In our tech savvy world is experimentation on animals really necessary?
Did you know that organizations worldwide are still experimenting on animals when there are several other viable alternatives at their fingertips? Canada is one of 6 countries cited in the Journal of Military Medicine that still uses animals in their medical training. Think about how many times in the course of your day you turn to either your laptop, ipad or phone to communicate with friends and family or to do schoolwork. With technology available today, there is no valid reason for animals to sacrifice their lives.
One of the major justifications given for this treatment of animals is that it is necessary to save human lives -- the us vs. them mentality: they must suffer so we don’t. However, this is not true, according to Forcechange.com. Several studies performed by animal rights organizations as well as the Journal of American Medical Association and the British Medical Journal show that lifelike human simulators such as Simulab’s TraumaMan, as well as training in hospital emergency rooms and staged reenactments of the battlefield are all more effective ways to train medical professionals than inflicting deliberate harm on animals whose makeup is not much like our own (The Humane Society of the United States) (All-Creatures.org).
We must put pressure on the governments and companies that still use animals in their research and insist they look to technology for more humane methods. In Canada, the Department of Natural Defence exposes live pigs to chemical agents and deliberately injures them to help train military personnel on how to treat wounds on the battlefield.
In an article by Randy Boswell at Postmedia News , Marie-Helene Brisson from Canada’s Department of National Defence confirmed that the “the DND currently does use live tissue training to provide advanced military training for specific operational requirements” but that “the department is actively investigating alternate approaches to training healthcare professionals.” She emphasized that saving lives on the battlefield was their top priority.

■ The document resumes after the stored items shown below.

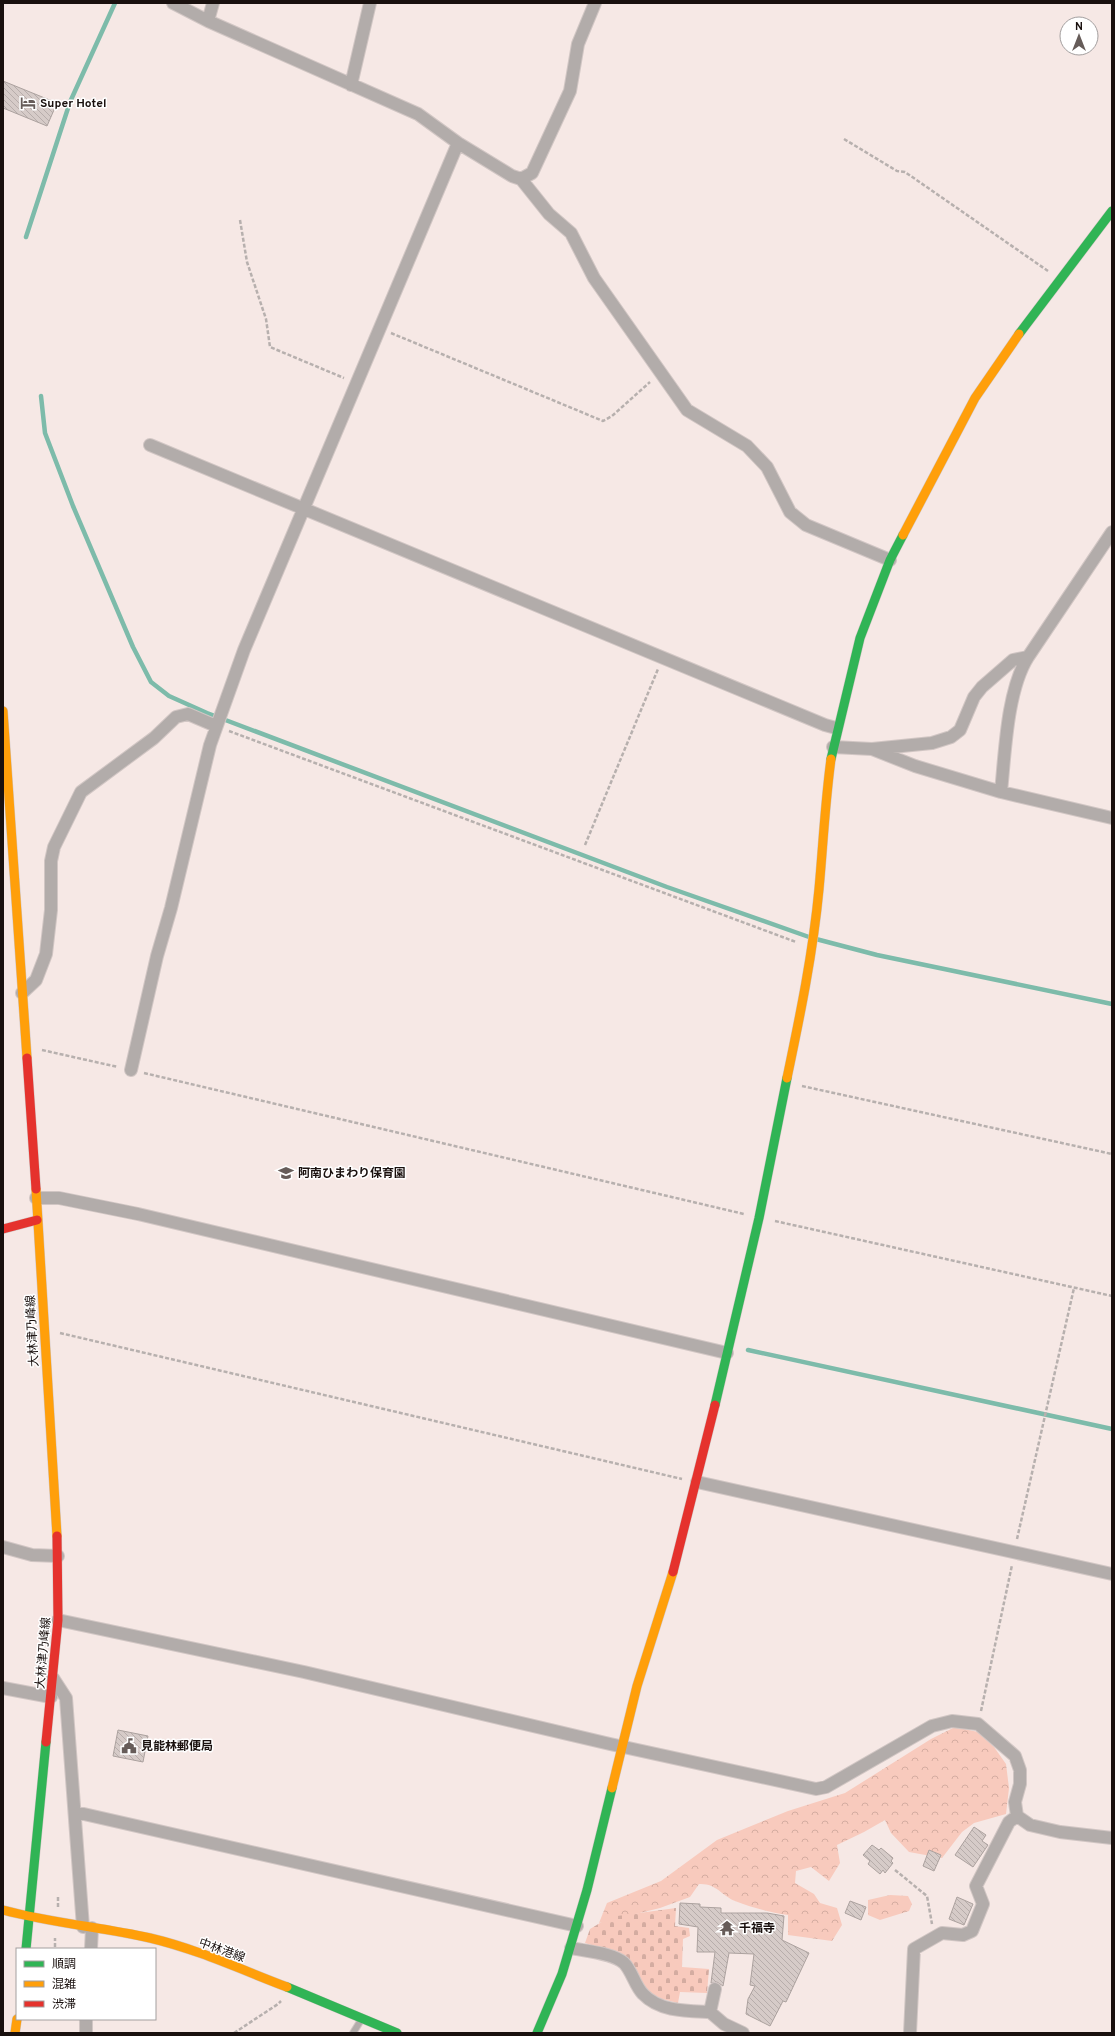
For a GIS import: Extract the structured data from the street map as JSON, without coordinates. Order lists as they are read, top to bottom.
{
  "streets": {
    "street": ["大林津乃峰線", "中林港線"]
  },
  "crossings": [
    ["大林津乃峰線", "中林港線"]
  ],
  "places": {
    "hotel": ["Super Hotel"],
    "school or university": ["阿南ひまわり保育園"],
    "public building": ["見能林郵便局"],
    "temple": ["千福寺"]
  },
  "legend": ["順調", "混雑", "渋滞"],
  "north": "top"
}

Although this is an encouraging statement, People for the Ethical Treatment of Animal’s Justin Goodman who is in talks with the DND said that we still need to keep petitioning Canada’s Minister of National Defense, Peter MacKay, about this issue because it is far from resolved.

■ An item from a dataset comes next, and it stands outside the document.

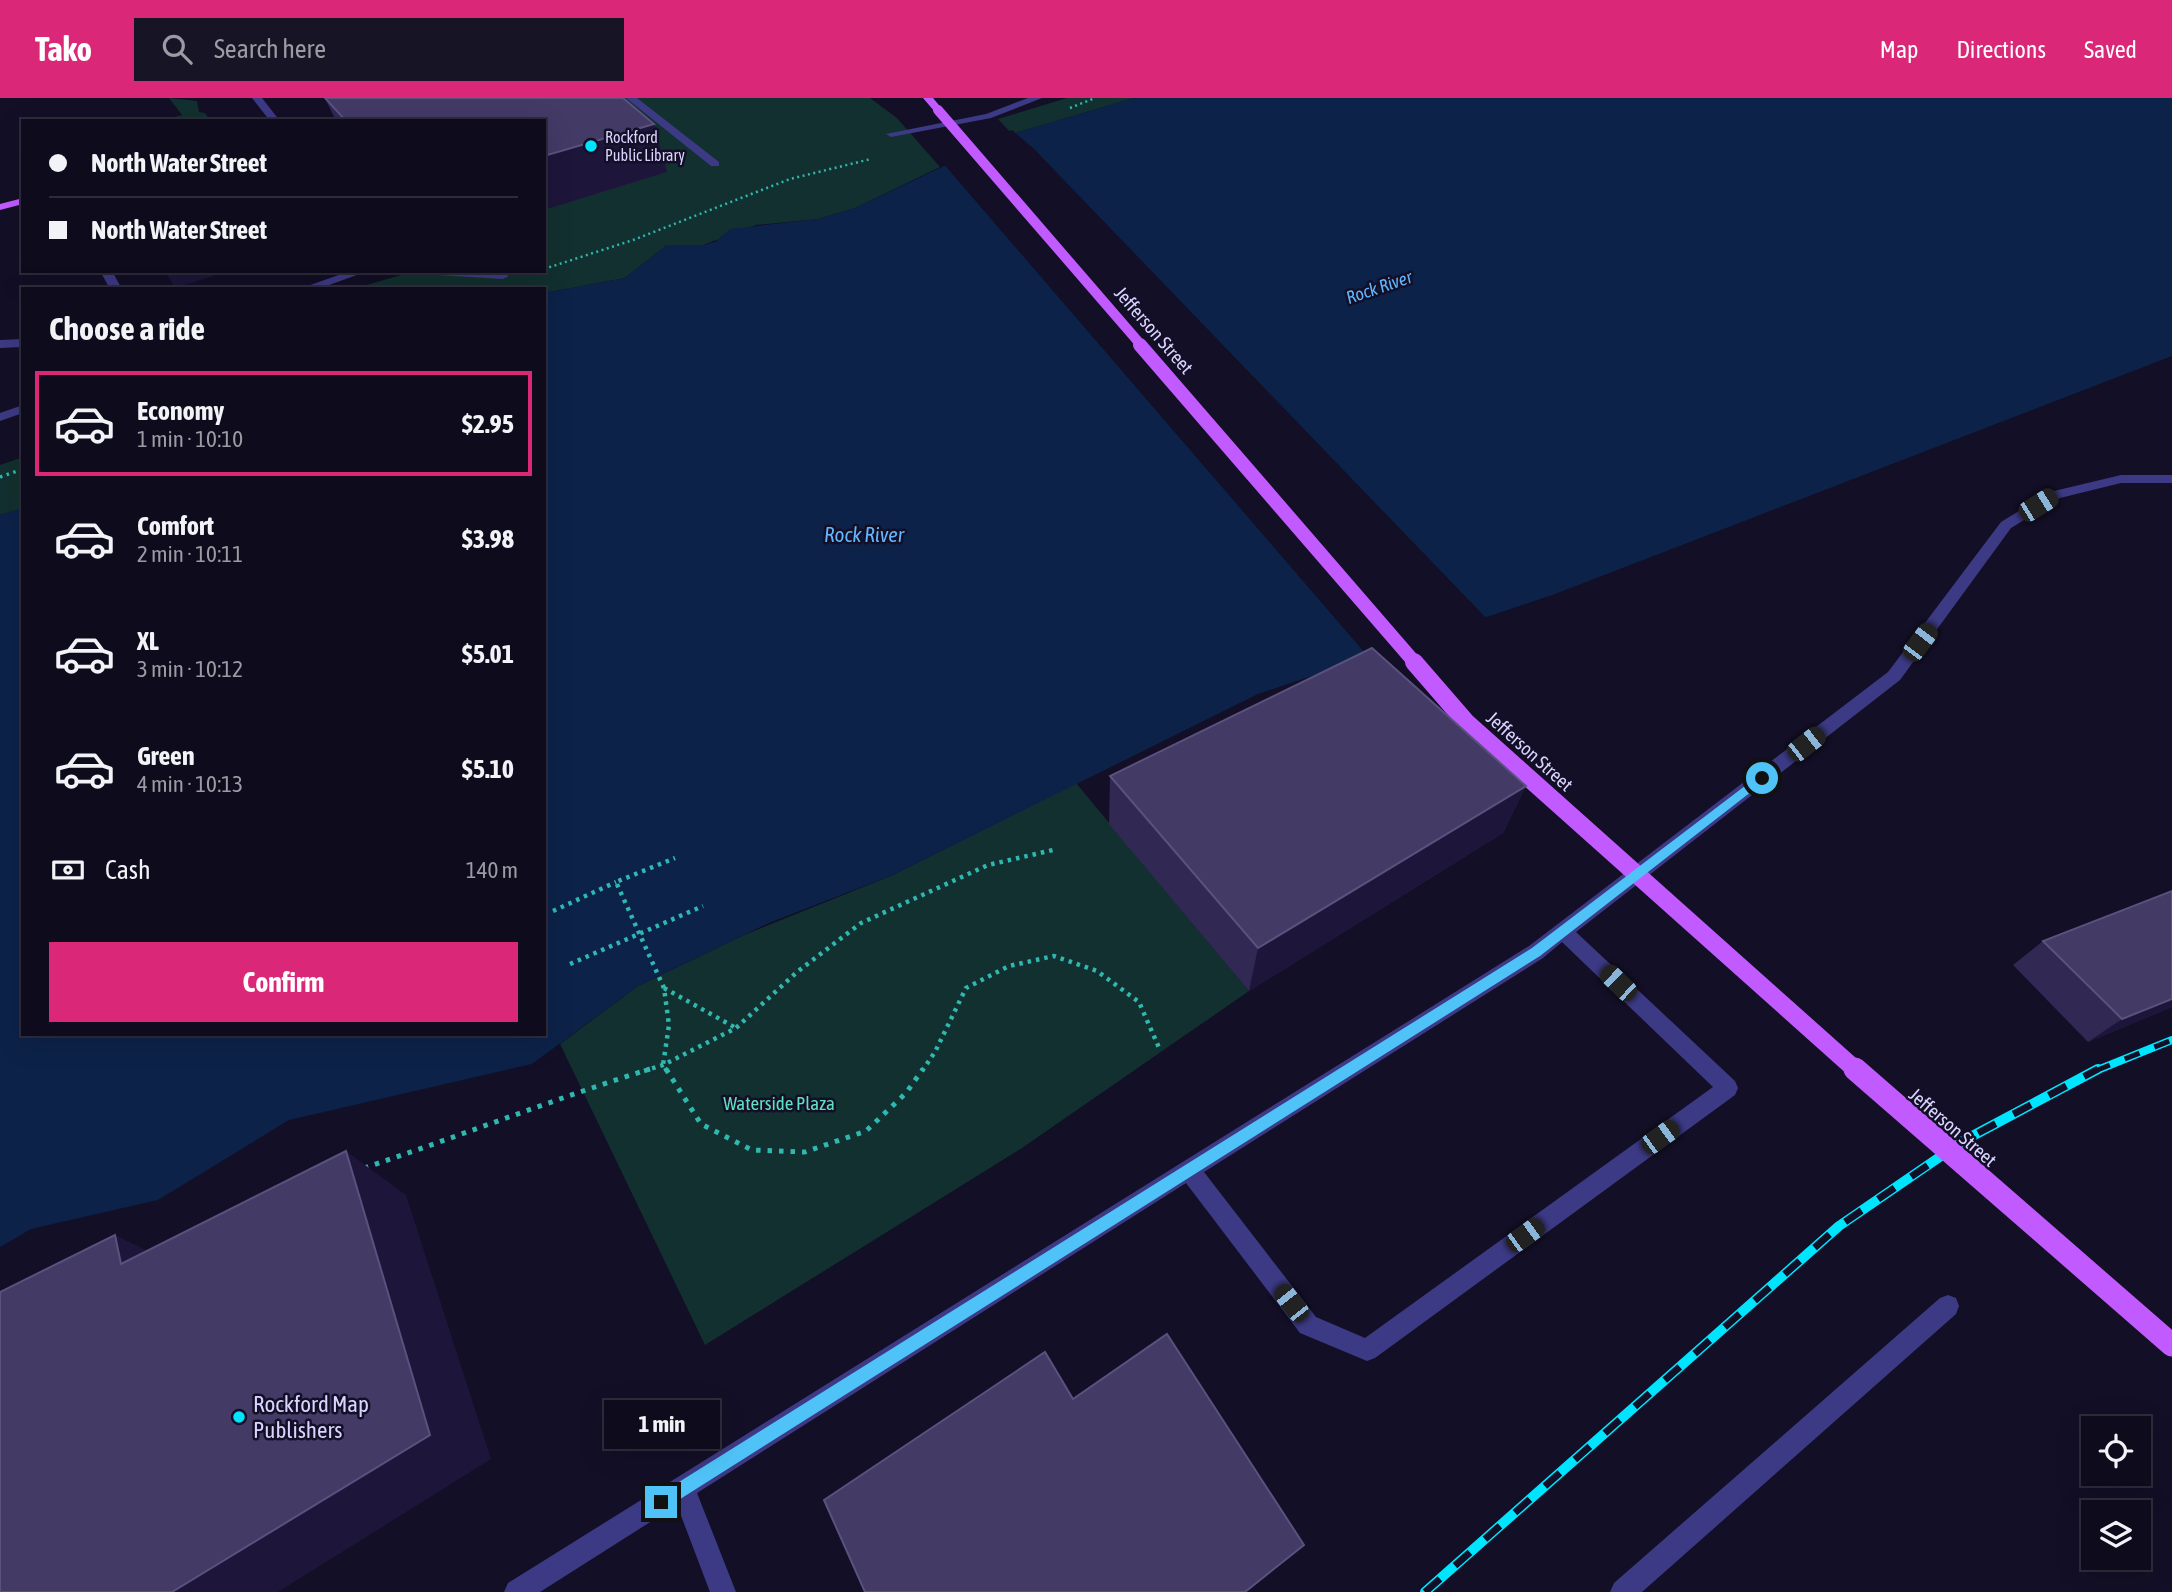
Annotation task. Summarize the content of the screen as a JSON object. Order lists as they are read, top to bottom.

Initially PETA wrote the Minister of National Defense in May 2012 and since then there has been correspondence and phone calls back and forth, but no real progress. As of this posting, they are still waiting for a formal reply from Canada’s Department of National Defence.
“There is no sense of whether the reply will be positive or negative,” Goodman said.
Canada should not be our only focus though. The other five NATO countries listed in the Journal of Military Medicine included the U.S., Norway, Denmark, Poland and Britain.
In America, although there has been advancements in animal rights like the successful 2011 campaign to stop the use of vervet monkeys in chemical warfare training, there are still many acts of animal cruelty that are occurring under the guise of life-saving medical research. U.S military still uses smaller creatures like rabbits and mice, not protected under the Animal Welfare Act, to practice surgical procedures, and of course there is still the ongoing concern of animal testing on consumer products like cosmetics and other household items (PETA).
Canada’s DND and others guilty of animal cruelty can no longer excuse themselves by saying it is necessary to save human lives. YOU can help stop these inhumane practices in several ways:
2) Be more aware of the products you use and which ones test on animals or have animal byproduct in their ingredients. You can find an up-to-date listing at vegetariansite.com.
3) In the United States, politely write to your local Congressman and ask him or her to support the Battlefield Excellence through superior Training Act that is still before Congress. Ask your parents and friends to do the same. The more voices they hear, the stronger our message will be.
YOUR voice does matter. Together we can show the world that we need to respect and protect our fellow creatures, not use them for our own purposes.